Tax regulations on individual savings accounts met with a sceptical reception from the personal finance industry this week.
The industry’s verdict was that the regulations were solid, but failed to strike a balance between strong regulation and flexibility.
The first draft of regulations for ISAs, which are due to replace Peps and Tessas next spring, was issued last week.
It included plans to enable savers to buy ISAs over the phone or via the Internet, as well as an outline of how ISA providers are to be taxed.
John Whiting, head of personal tax at Price Waterhouse, said: ‘You have to tread a thin line between making the product affordable and making it well-regulated.
‘In the wake of the pensions mis-selling scandal, the government is afraid of an “ISA mis-selling” scandal, and has issued tight regulations.
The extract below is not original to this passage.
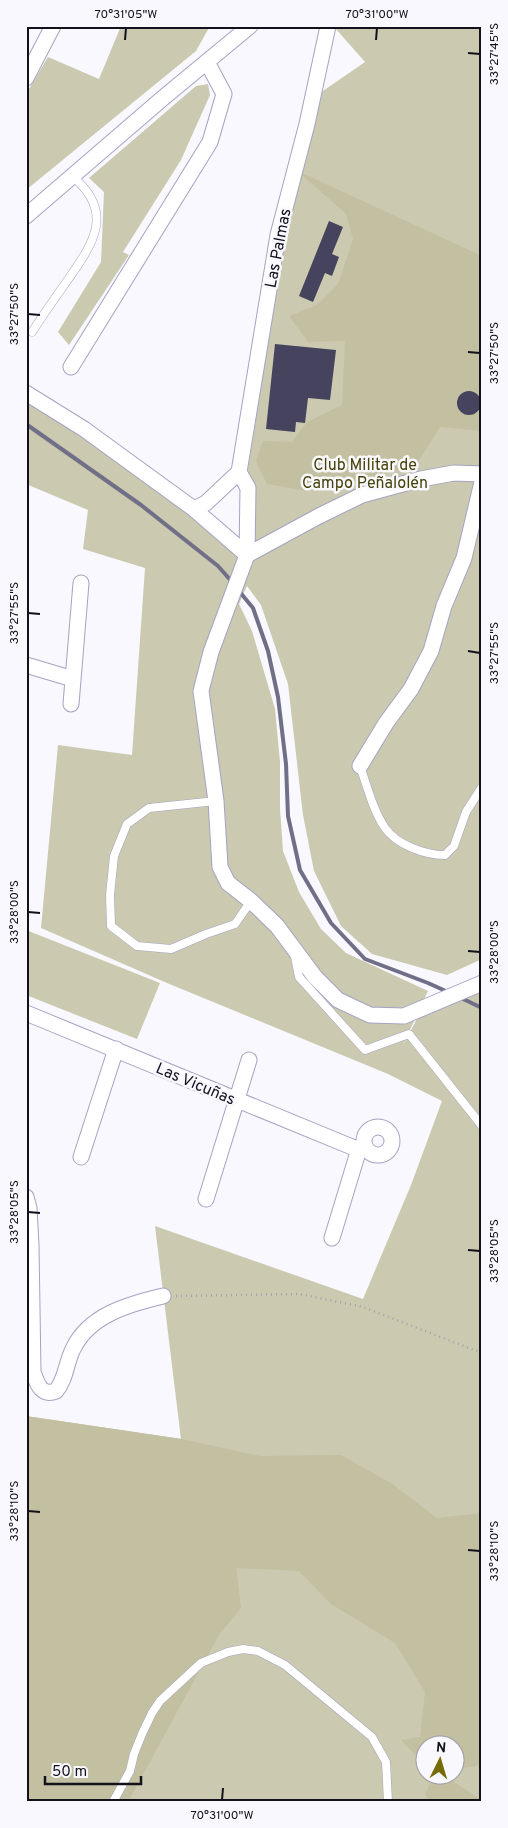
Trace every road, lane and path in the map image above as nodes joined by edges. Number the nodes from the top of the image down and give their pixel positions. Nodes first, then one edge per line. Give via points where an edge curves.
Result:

This needs to be an affordable scheme as well as a safe one, and a huge regulatory burden will result in higher charges.’
Others believed the government’s Cost Easy Access Terms standard, which made it easier to base the equity part of ISAs on higher-risk tracker funds rather than safer passively managed funds, negates the cautious nature of the tax regulations.
Roger Cornick, chairman of future ISA provider Perpetual, said: ‘The government has taken great care in these regulations to increase the flexibility and accessibility of ISAs, but at the same time it has made them riskier.’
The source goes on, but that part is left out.